I didn’t do the whole roast turkey thing, Mom, because you always did, and then Joyce took over, maybe because she wanted to keep your marvelous, delicious tradition strong for her own children. I did turn to some of our beloved family recipes, though, and, as always, the ache of nostalgia swept over me. The day you were born – December 3, also the day we lost you (on your 89th birthday) – is next week, and the holidays are both sweet and poignant without you and Dad.
This year, as I pulled out my recipe boxes, folders, and worn and crinkled pages of long-time favorites, I happened upon some yellowed cards in your handwriting. Mom, they hold the scent of our home.
I have a cherished photo of you and me together in the house of my youth out on the highway in the San Luis Valley. I’m in saddle shoes standing on a chair in the kitchen, to be at your level, stirring something in a white mixing bowl adorned with big pink polka dots. You are beside me, at the counter and we can only see you from the side.
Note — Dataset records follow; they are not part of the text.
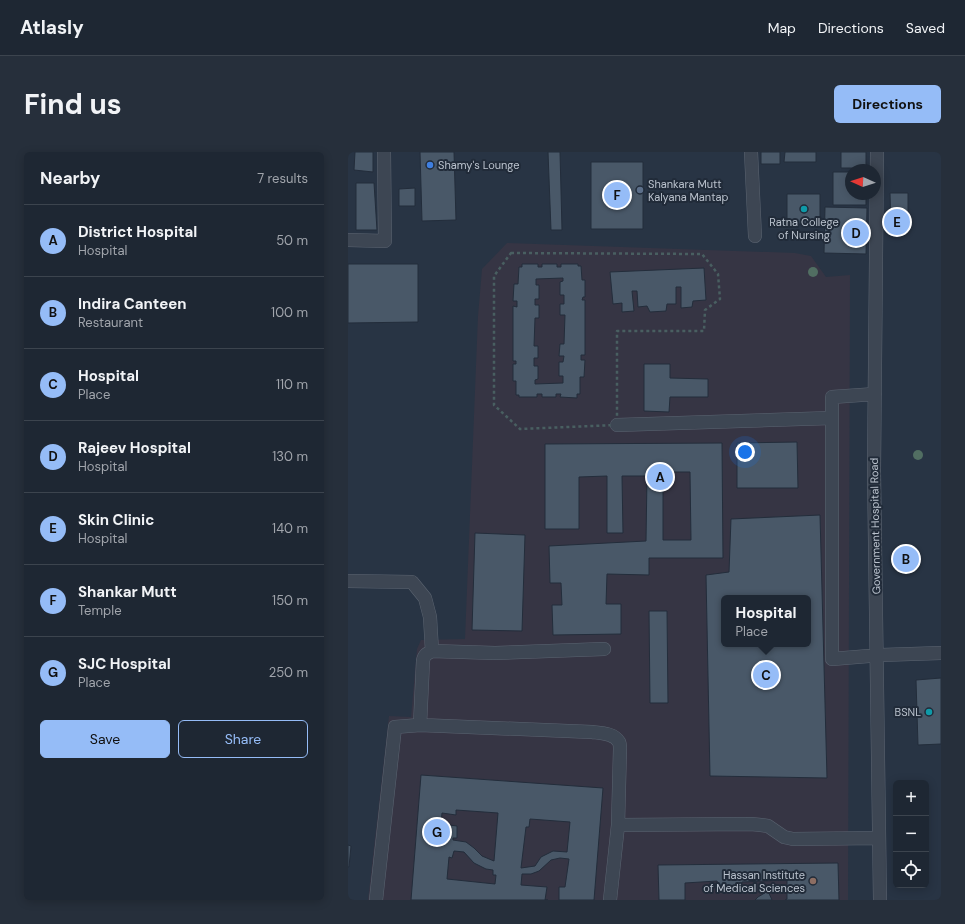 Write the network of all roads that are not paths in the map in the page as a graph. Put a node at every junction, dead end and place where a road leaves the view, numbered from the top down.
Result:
1 (384, 152) edge
2 (751, 152) edge
3 (877, 152) edge
4 (755, 236) dead end
5 (348, 240) edge
6 (875, 394) junction
7 (832, 418) junction
8 (617, 425) road end
9 (348, 581) edge
10 (604, 649) dead end
11 (432, 651) junction
12 (941, 653) edge
13 (879, 655) junction
14 (420, 725) junction
15 (618, 825) junction
16 (879, 838) junction
17 (376, 900) edge
18 (610, 900) edge
19 (880, 900) edge

1 - 5 street
2 - 4 street
3 - 6 street, Government Hospital Road
6 - 7 street
6 - 13 street, Government Hospital Road
7 - 8 street
7 - 13 street
9 - 11 street
10 - 11 street
11 - 14 street
12 - 13 street
13 - 16 street, Government Hospital Road
14 - 15 street
14 - 17 street
15 - 16 street
15 - 18 street
16 - 19 street, Government Hospital Road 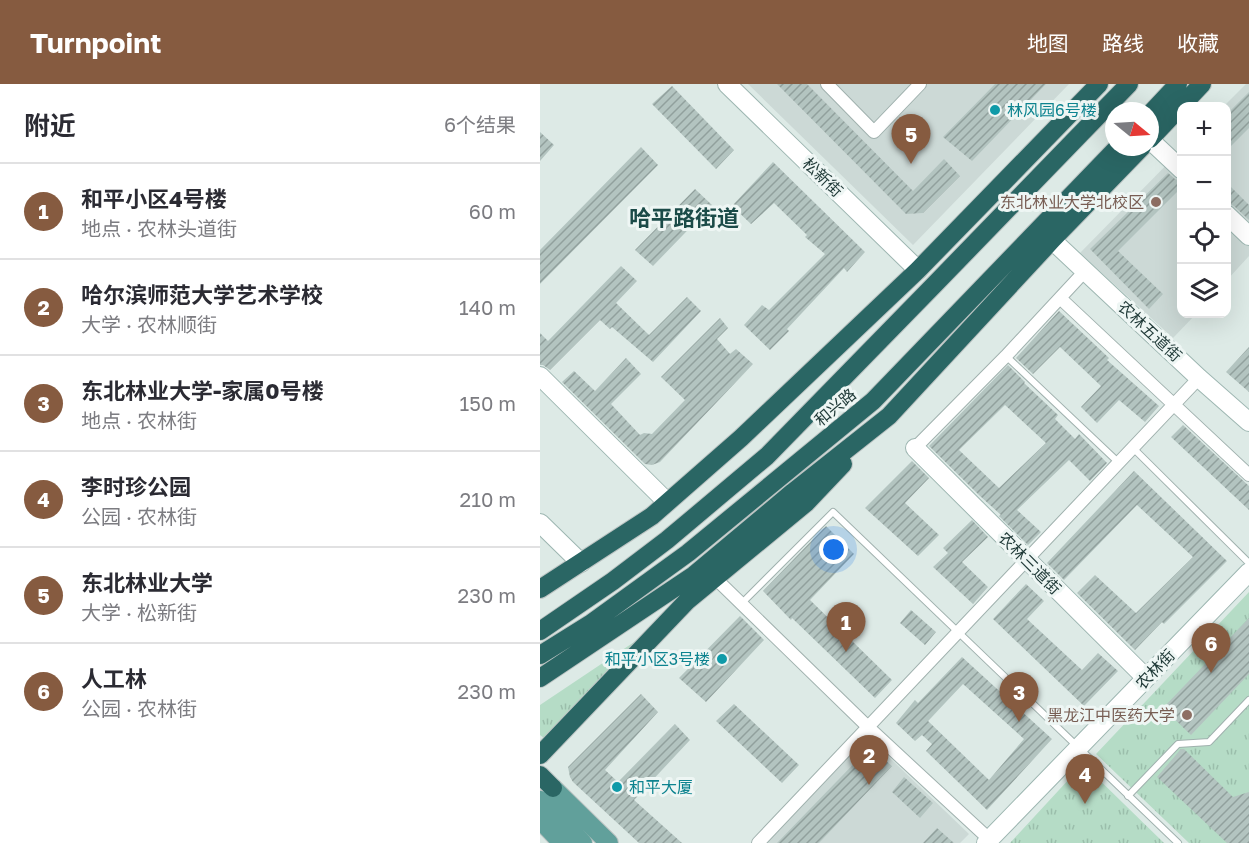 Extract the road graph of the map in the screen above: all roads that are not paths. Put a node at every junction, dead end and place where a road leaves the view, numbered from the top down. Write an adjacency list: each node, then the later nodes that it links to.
1 (727, 84): 17 (street, 松新街)
2 (827, 84): 3 (street)
3 (920, 84)
4 (1100, 84): 17 (highway)
5 (1129, 84): 27 (highway)
6 (1178, 84): 8 (highway)
7 (1202, 84): 9 (highway)
8 (1159, 104)
9 (1159, 129)
10 (1159, 148): 13 (street)
11 (1109, 156): 24 (highway, 和兴路)
12 (1133, 156): 16 (highway)
13 (1177, 165)
14 (1231, 218): 15 (street)
15 (1249, 236)
16 (1052, 240): 18 (street, 农林五道街); 20 (highway)
17 (925, 263): 27 (highway); 33 (highway)
18 (1085, 271): 19 (street); 23 (street, 农林五道街)
19 (1060, 298): 21 (street); 25 (street)
20 (972, 325): 24 (highway); 26 (highway)
21 (1006, 356): 29 (street); 31 (lane)
22 (540, 376): 33 (street)
23 (1199, 378): 25 (street); 28 (street, 农林五道街)
24 (873, 401): 44 (highway, 和兴路)
25 (1174, 404): 30 (street); 32 (street)
26 (889, 416): 39 (highway); 45 (highway)
27 (805, 418): 42 (highway)
28 (1249, 422)
29 (915, 448): 35 (street, 农林三道街)
30 (1133, 448): 31 (street); 37 (lane)
31 (1119, 463): 35 (street)
32 (1249, 475)
33 (667, 502): 36 (highway)
34 (540, 523): 36 (street)
35 (1027, 560): 43 (street); 46 (street, 农林三道街)
36 (581, 563): 40 (highway)
37 (1249, 563)
38 (1249, 572): 46 (street, 农林街)
39 (715, 578): 41 (street); 50 (highway)
40 (540, 589)
41 (741, 604): 43 (lane); 48 (street)
42 (540, 631)
43 (957, 633): 48 (street); 49 (lane)
44 (540, 655)
45 (540, 678)
46 (1146, 678): 49 (street, 农林街)
47 (1249, 700): 53 (lane)
48 (868, 727): 55 (street); 59 (street)
49 (1078, 748): 53 (lane); 55 (street, 农林街)
50 (540, 755)
51 (540, 775): 52 (highway)
52 (547, 794): 57 (main road); 58 (main road)
53 (1128, 796): 60 (lane)
54 (540, 820): 56 (main road)
55 (987, 841)
56 (562, 843)
57 (583, 843)
58 (609, 843)
59 (758, 843)
60 (1178, 843) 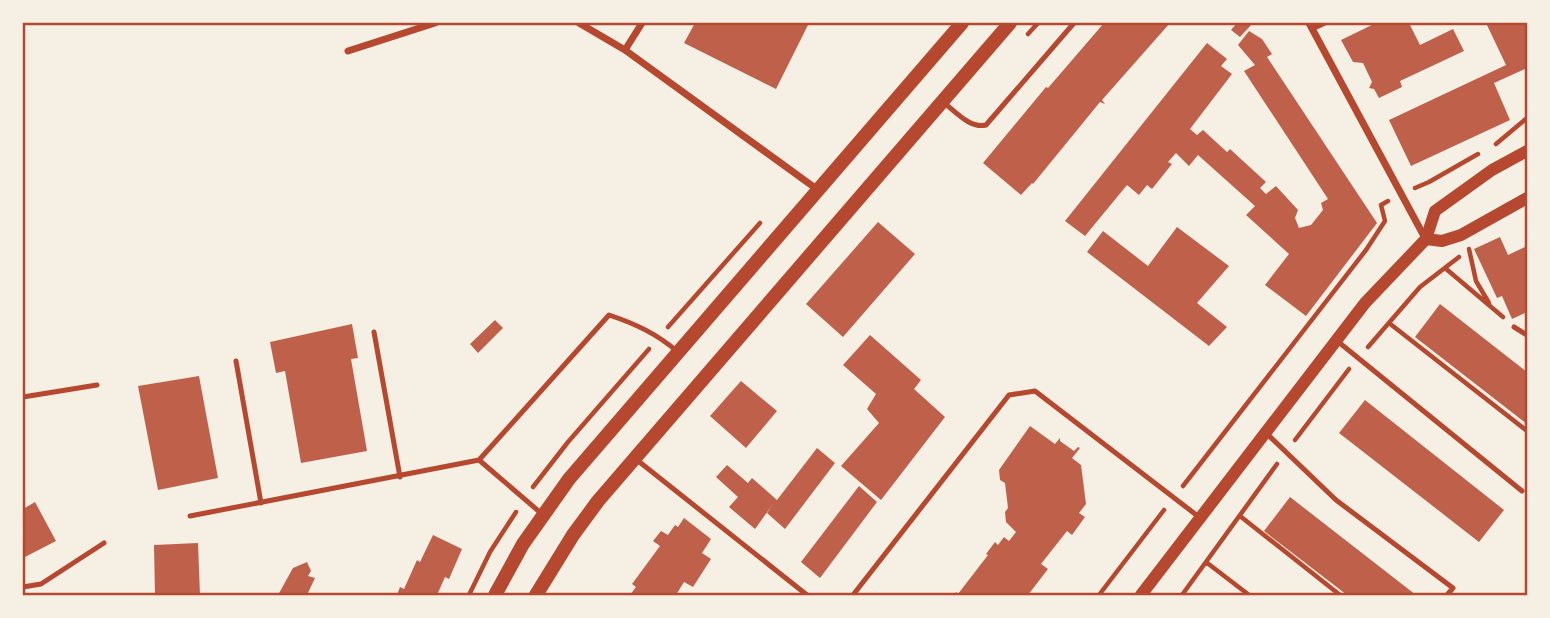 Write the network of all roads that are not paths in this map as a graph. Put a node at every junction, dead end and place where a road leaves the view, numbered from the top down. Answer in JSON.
{"nodes":[{"id":1,"x":435,"y":23,"type":"edge"},
{"id":2,"x":579,"y":23,"type":"edge"},
{"id":3,"x":642,"y":23,"type":"edge"},
{"id":4,"x":962,"y":23,"type":"edge"},
{"id":5,"x":1010,"y":23,"type":"edge"},
{"id":6,"x":1074,"y":23,"type":"edge"},
{"id":7,"x":1325,"y":23,"type":"edge"},
{"id":8,"x":1311,"y":26,"type":"edge"},
{"id":9,"x":625,"y":50,"type":"junction"},
{"id":10,"x":348,"y":51,"type":"dead end"},
{"id":11,"x":942,"y":102,"type":"junction"},
{"id":12,"x":1527,"y":151,"type":"edge"},
{"id":13,"x":818,"y":190,"type":"junction"},
{"id":14,"x":1527,"y":198,"type":"edge"},
{"id":15,"x":1426,"y":239,"type":"junction"},
{"id":16,"x":1514,"y":327,"type":"road end"},
{"id":17,"x":374,"y":332,"type":"dead end"},
{"id":18,"x":1527,"y":335,"type":"edge"},
{"id":19,"x":1336,"y":340,"type":"junction"},
{"id":20,"x":678,"y":352,"type":"junction"},
{"id":21,"x":236,"y":360,"type":"dead end"},
{"id":22,"x":97,"y":385,"type":"dead end"},
{"id":23,"x":23,"y":397,"type":"edge"},
{"id":24,"x":1266,"y":433,"type":"junction"},
{"id":25,"x":635,"y":458,"type":"junction"},
{"id":26,"x":479,"y":460,"type":"junction"},
{"id":27,"x":400,"y":477,"type":"junction"},
{"id":28,"x":1522,"y":491,"type":"dead end"},
{"id":29,"x":261,"y":503,"type":"junction"},
{"id":30,"x":542,"y":513,"type":"junction"},
{"id":31,"x":190,"y":516,"type":"dead end"},
{"id":32,"x":1200,"y":519,"type":"junction"},
{"id":33,"x":104,"y":543,"type":"dead end"},
{"id":34,"x":23,"y":587,"type":"edge"},
{"id":35,"x":495,"y":595,"type":"edge"},
{"id":36,"x":536,"y":595,"type":"edge"},
{"id":37,"x":807,"y":595,"type":"edge"},
{"id":38,"x":853,"y":595,"type":"edge"},
{"id":39,"x":1141,"y":595,"type":"edge"},
{"id":40,"x":1447,"y":595,"type":"edge"}],
"edges":[{"from":1,"to":10,"type":"street"},
{"from":2,"to":9,"type":"street"},
{"from":3,"to":9,"type":"street"},
{"from":4,"to":13,"type":"main road"},
{"from":5,"to":11,"type":"main road"},
{"from":6,"to":11,"type":"lane"},
{"from":7,"to":8,"type":"lane"},
{"from":8,"to":15,"type":"street"},
{"from":9,"to":13,"type":"street"},
{"from":11,"to":25,"type":"main road"},
{"from":12,"to":15,"type":"street"},
{"from":13,"to":20,"type":"main road"},
{"from":14,"to":15,"type":"street"},
{"from":15,"to":19,"type":"street"},
{"from":16,"to":18,"type":"lane"},
{"from":17,"to":27,"type":"lane"},
{"from":19,"to":24,"type":"street"},
{"from":19,"to":28,"type":"lane"},
{"from":20,"to":26,"type":"lane"},
{"from":20,"to":30,"type":"main road"},
{"from":21,"to":29,"type":"lane"},
{"from":22,"to":23,"type":"lane"},
{"from":24,"to":32,"type":"street"},
{"from":24,"to":40,"type":"lane"},
{"from":25,"to":36,"type":"main road"},
{"from":25,"to":37,"type":"lane"},
{"from":26,"to":27,"type":"lane"},
{"from":26,"to":30,"type":"lane"},
{"from":27,"to":29,"type":"lane"},
{"from":29,"to":31,"type":"lane"},
{"from":30,"to":35,"type":"main road"},
{"from":32,"to":38,"type":"lane"},
{"from":32,"to":39,"type":"street"},
{"from":33,"to":34,"type":"lane"}]}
Looking at this photo now, I think perhaps, at that moment, I developed my passion for cooking and hosting and entertaining as you did.
But now, without you beside me in the kitchen, I struggle to puzzle out the ingredients, amounts and directions – some marked over as your refined your recipes – that I had just known when we stood together at the stove. And I hear the melody of your voice and the bells in your laughter, and I remember how you would arch just one eyebrow.
And as I worked in the kitchen for Thanksgiving, Mom, I sifted, stirred and measured on my own. Sometimes – often – I would stop to read the cards aloud, savoring the words in your handwriting, and I’m knifed through again with the loss we all tried so hard to postpone.
You taught me well, Mom, and along the way, I developed my own style, tastes, favorites. And when I entertain, I handle with reverence the linens, china and serving pieces that you employed. Joyce and I share many of these items and they’ve traveled well over these years.
And yet, and yet … sometimes I am seared with doubt that I can stand in this kitchen without you. I rub my fingers across achingly familiar handwriting in faded ink on those yellowed cards, and I am a child again on that chair beside you with my curls and bobby socks and saddle shoes.
I know, too, that I am your daughter still, Mom. When I hold your handwritten recipes, you are with me in the kitchen, though I stand alone.